[What you have to do] Identify and pull out each line of the entries in which "roads" occurs.

[Recorded information]
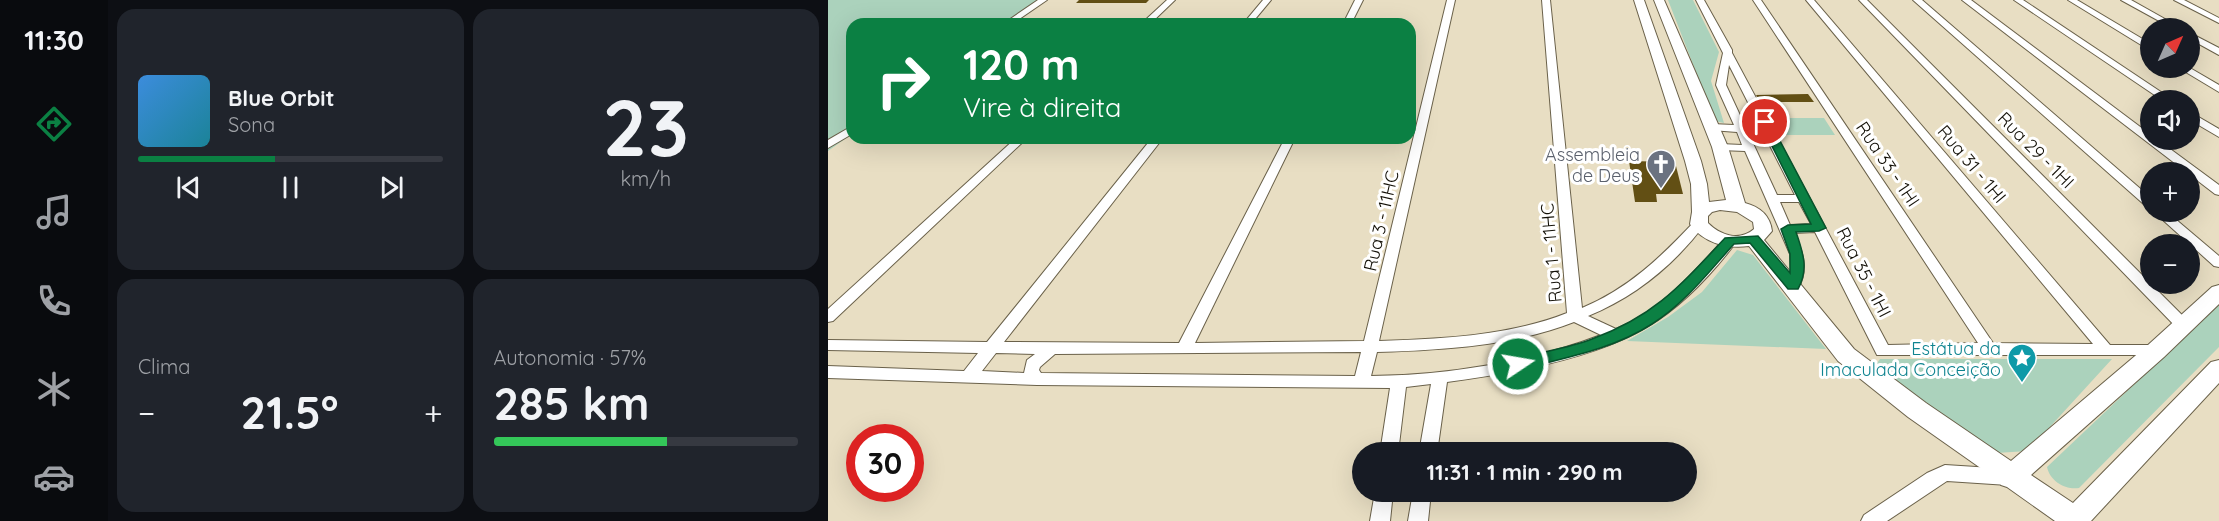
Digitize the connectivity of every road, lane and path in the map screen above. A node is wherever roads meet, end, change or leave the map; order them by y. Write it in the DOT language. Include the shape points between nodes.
graph roads {
  1 [pos="1043,0"];
  2 [pos="1171,0"];
  3 [pos="1267,0"];
  4 [pos="1359,0"];
  5 [pos="1451,0"];
  6 [pos="1546,0"];
  7 [pos="1639,0"];
  8 [pos="1659,0"];
  9 [pos="1700,0"];
  10 [pos="1757,0"];
  11 [pos="1810,0"];
  12 [pos="1863,0"];
  13 [pos="1917,0"];
  14 [pos="1966,0"];
  15 [pos="2018,0"];
  16 [pos="2072,0"];
  17 [pos="2125,0"];
  18 [pos="2178,0"];
  19 [pos="1016,18"];
  20 [pos="1152,18"];
  21 [pos="1252,18"];
  22 [pos="1350,18"];
  23 [pos="2158,18"];
  24 [pos="2219,21"];
  25 [pos="1650,32"];
  26 [pos="1674,33"];
  27 [pos="2140,41"];
  28 [pos="2200,41"];
  29 [pos="1656,48"];
  30 [pos="1678,48"];
  31 [pos="1728,50"];
  32 [pos="2219,51"];
  33 [pos="2200,78"];
  34 [pos="1746,84"];
  35 [pos="1721,85"];
  36 [pos="2219,89"];
  37 [pos="2153,90"];
  38 [pos="2200,122"];
  39 [pos="1711,128"];
  40 [pos="1738,129"];
  41 [pos="846,133"];
  42 [pos="2219,134"];
  43 [pos="1015,144"];
  44 [pos="1153,144"];
  45 [pos="1287,144"];
  46 [pos="828,146"];
  47 [pos="1720,147"];
  48 [pos="1748,148"];
  49 [pos="2219,191"];
  50 [pos="2140,194"];
  51 [pos="1804,198"];
  52 [pos="1772,199"];
  53 [pos="1737,206"];
  54 [pos="1700,218"];
  55 [pos="2172,222"];
  56 [pos="1819,228"];
  57 [pos="1788,229"];
  58 [pos="1754,239"];
  59 [pos="1730,241"];
  60 [pos="2219,263"];
  61 [pos="1793,286"];
  62 [pos="2219,292"];
  63 [pos="1575,316"];
  64 [pos="828,317"];
  65 [pos="2183,325"];
  66 [pos="1615,335"];
  67 [pos="828,345"];
  68 [pos="1370,346"];
  69 [pos="992,348"];
  70 [pos="1052,348"];
  71 [pos="1989,348"];
  72 [pos="1184,349"];
  73 [pos="2107,351"];
  74 [pos="2156,351"];
  75 [pos="2219,368"];
  76 [pos="828,372"];
  77 [pos="968,377"];
  78 [pos="1440,377"];
  79 [pos="1037,379"];
  80 [pos="1362,381"];
  81 [pos="1399,382"];
  82 [pos="1391,442"];
  83 [pos="1430,442"];
  84 [pos="2010,477"];
  85 [pos="1383,502"];
  86 [pos="1421,502"];
  87 [pos="2076,520"];
  88 [pos="1380,521"];
  89 [pos="1418,521"];
  90 [pos="1871,521"];
  1 -- 19 [label="street"];
  2 -- 20 [label="street"];
  3 -- 21 [label="street"];
  4 -- 22 [label="street"];
  5 -- 68 [label="street, Rua 3 - 11HC"];
  6 -- 63 [label="street, Rua 1 - 11HC"];
  7 -- 25 [label="street"];
  8 -- 26 [label="street"];
  9 -- 31 [label="street, Rua 35 - 1HI"];
  10 -- 71 [label="street, Rua 33 - 1HI"];
  11 -- 73 [label="street, Rua 31 - 1HI"];
  12 -- 65 [label="street, Rua 29 - 1HI"];
  13 -- 50 [label="street"];
  14 -- 49 [label="street"];
  15 -- 37 [label="street"];
  16 -- 27 [label="street"];
  17 -- 23 [label="street"];
  18 -- 24 [label="street"];
  25 -- 26 [label="street"];
  25 -- 29 [label="street"];
  26 -- 30 [label="street"];
  28 -- 32 [label="street"];
  29 -- 30 [label="street"];
  29 -- 54 [label="street" via="1693,160 1699,184"];
  30 -- 39 [label="street"];
  31 -- 34 [label="street, Rua 35 - 1HI"];
  31 -- 35 [label="street"];
  33 -- 36 [label="street"];
  34 -- 35 [label="street"];
  34 -- 51 [label="street, Rua 35 - 1HI"];
  35 -- 40 [label="street"];
  38 -- 42 [label="street"];
  39 -- 40 [label="street"];
  39 -- 47 [label="street"];
  40 -- 48 [label="street"];
  41 -- 46 [label="street"];
  43 -- 64 [label="street"];
  44 -- 69 [label="street"];
  45 -- 72 [label="street"];
  47 -- 48 [label="street"];
  47 -- 53 [label="street"];
  48 -- 52 [label="street"];
  51 -- 52 [label="street"];
  51 -- 56 [label="street, Rua 35 - 1HI"];
  52 -- 57 [label="street"];
  53 -- 54 [label="street" via="1712,206"];
  53 -- 58 [label="street" via="1753,212 1762,221 1763,231"];
  54 -- 59 [label="street" via="1710,234"];
  54 -- 63 [label="street" via="1660,266 1634,287"];
  55 -- 60 [label="street"];
  56 -- 57 [label="street"];
  56 -- 71 [label="street, Rua 35 - 1HI" via="1883,351"];
  57 -- 61 [label="street" via="1797,254 1798,271"];
  58 -- 59 [label="street"];
  58 -- 61 [label="street"];
  59 -- 66 [label="street" via="1681,294 1646,321"];
  61 -- 84 [label="street" via="1846,355"];
  62 -- 65 [label="street"];
  63 -- 66 [label="street, Rua 1 - 11HC"];
  63 -- 68 [label="street" via="1495,338"];
  65 -- 74 [label="street"];
  66 -- 78 [label="street" via="1537,360"];
  67 -- 69 [label="street"];
  68 -- 72 [label="street"];
  68 -- 80 [label="street, Rua 3 - 11HC"];
  69 -- 70 [label="street"];
  69 -- 77 [label="street"];
  70 -- 72 [label="street"];
  70 -- 79 [label="street" via="1032,364 1031,371"];
  71 -- 73 [label="street, Rua 35 - 1HI"];
  73 -- 74 [label="street, Rua 35 - 1HI"];
  74 -- 84 [label="street"];
  75 -- 87 [label="street"];
  76 -- 77 [label="street"];
  77 -- 79 [label="street"];
  78 -- 81 [label="street"];
  78 -- 83 [label="street"];
  79 -- 80 [label="street"];
  80 -- 81 [label="street"];
  81 -- 82 [label="street"];
  84 -- 87 [label="street"];
  84 -- 90 [label="street" via="1945,473"];
  85 -- 88 [label="street"];
  86 -- 89 [label="street"];
}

[Expected answer]
Digitize the connectivity of every road, lane and path in the map screen above. A node is wherever roads meet, end, change or leave the map; order them by y. Write it in the DOT language. Include the shape points between nodes.
graph roads {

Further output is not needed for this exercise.